Drame à Divo : Un planteur sauvagement assassiné à Gbagbota pour sa recette de cacao
L’émoi et la consternation règnent dans la sous-préfecture de Nébo, précisément dans le village de Gbagbota. Un sexagénaire, bien connu sous le pseudonyme de « Pedro », a été retrouvé mort dans les broussailles ce début de semaine, victime d’une agression d’une rare violence.
Le scénario décrit par les premiers témoignages est glaçant. Pedro, planteur de cacao âgé d’une soixante d’années, aurait été pris dans un guet-apens alors qu’il était en possession d’une somme d’argent importante, issue de la vente de sa récolte.
Selon les informations circulant avec insistance sur la toile et relayées par des activistes locaux, notamment le « Griot de la Paix », la victime a été « sauvagement tailladée » à coups de poignard par des individus non identifiés.
Les assaillants, après avoir dépouillé le vieil homme de son gain de cacao, ont abandonné son corps inanimé en pleine nature avant de se fondre dans la brousse.
L’insécurité en zone rurale pointée du doigt
Ce crime crapuleux met une nouvelle fois en lumière la vulnérabilité des producteurs de binôme café-cacao durant la période de traite.
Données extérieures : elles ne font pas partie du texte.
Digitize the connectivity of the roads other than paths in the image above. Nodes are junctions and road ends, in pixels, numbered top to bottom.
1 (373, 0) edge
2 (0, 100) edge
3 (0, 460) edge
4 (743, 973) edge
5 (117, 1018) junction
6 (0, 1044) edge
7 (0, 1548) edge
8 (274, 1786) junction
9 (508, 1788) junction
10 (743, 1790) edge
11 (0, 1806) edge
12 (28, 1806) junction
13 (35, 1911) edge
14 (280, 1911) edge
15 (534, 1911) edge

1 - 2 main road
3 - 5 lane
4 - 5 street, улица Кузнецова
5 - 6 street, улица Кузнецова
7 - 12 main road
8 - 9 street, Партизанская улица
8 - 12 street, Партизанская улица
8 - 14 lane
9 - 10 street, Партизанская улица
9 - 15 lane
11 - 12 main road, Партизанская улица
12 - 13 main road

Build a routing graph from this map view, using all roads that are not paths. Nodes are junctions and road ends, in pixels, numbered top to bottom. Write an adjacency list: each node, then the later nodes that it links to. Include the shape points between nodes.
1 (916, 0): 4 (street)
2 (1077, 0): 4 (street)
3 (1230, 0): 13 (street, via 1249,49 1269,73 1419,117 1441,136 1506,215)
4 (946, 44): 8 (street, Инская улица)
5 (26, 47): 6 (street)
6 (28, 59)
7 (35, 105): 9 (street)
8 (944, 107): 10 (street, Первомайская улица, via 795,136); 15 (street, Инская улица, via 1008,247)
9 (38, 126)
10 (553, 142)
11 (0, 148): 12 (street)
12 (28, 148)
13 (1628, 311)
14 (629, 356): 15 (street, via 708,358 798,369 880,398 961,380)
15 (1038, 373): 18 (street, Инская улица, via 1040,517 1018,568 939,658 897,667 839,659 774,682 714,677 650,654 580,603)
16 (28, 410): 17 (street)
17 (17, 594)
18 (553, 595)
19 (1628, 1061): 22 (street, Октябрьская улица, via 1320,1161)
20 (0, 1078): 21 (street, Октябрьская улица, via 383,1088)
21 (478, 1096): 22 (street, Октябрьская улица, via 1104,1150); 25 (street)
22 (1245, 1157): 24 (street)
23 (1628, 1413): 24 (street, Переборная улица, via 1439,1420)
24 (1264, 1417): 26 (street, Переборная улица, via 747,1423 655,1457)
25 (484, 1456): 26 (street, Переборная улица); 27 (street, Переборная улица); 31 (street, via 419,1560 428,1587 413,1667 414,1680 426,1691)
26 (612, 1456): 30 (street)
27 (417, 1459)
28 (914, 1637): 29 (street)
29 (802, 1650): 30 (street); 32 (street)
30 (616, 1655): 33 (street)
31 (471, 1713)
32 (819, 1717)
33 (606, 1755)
En cette saison où les transactions financières sont nombreuses dans les zones de forêt, les planteurs deviennent des cibles privilégiées pour des malfrats informés de leurs moindres mouvements.
À Gbagbota, c’est le choc. « Pedro » était une figure locale dont la mort brutale laisse un vide immense et installe un sentiment d’insécurité au sein de la communauté agricole.
Bien que les autorités militaires et sécuritaires de la région du Lôh-Djiboua ne se soient pas encore prononcées officiellement, la gendarmerie locale devrait être saisie de l’affaire pour faire la lumière sur les circonstances exactes de ce meurtre.
En attendant, un appel à la collaboration citoyenne a été lancé.
Les populations sont invitées à la plus grande vigilance et priées de signaler toute présence suspecte ou toute information pouvant mener à l’arrestation des meurtriers.
« Toute personne détenant une information est priée de saisir la gendarmerie ou la police », exhortent les relais d’opinion locaux afin que justice soit rendue à Pedro.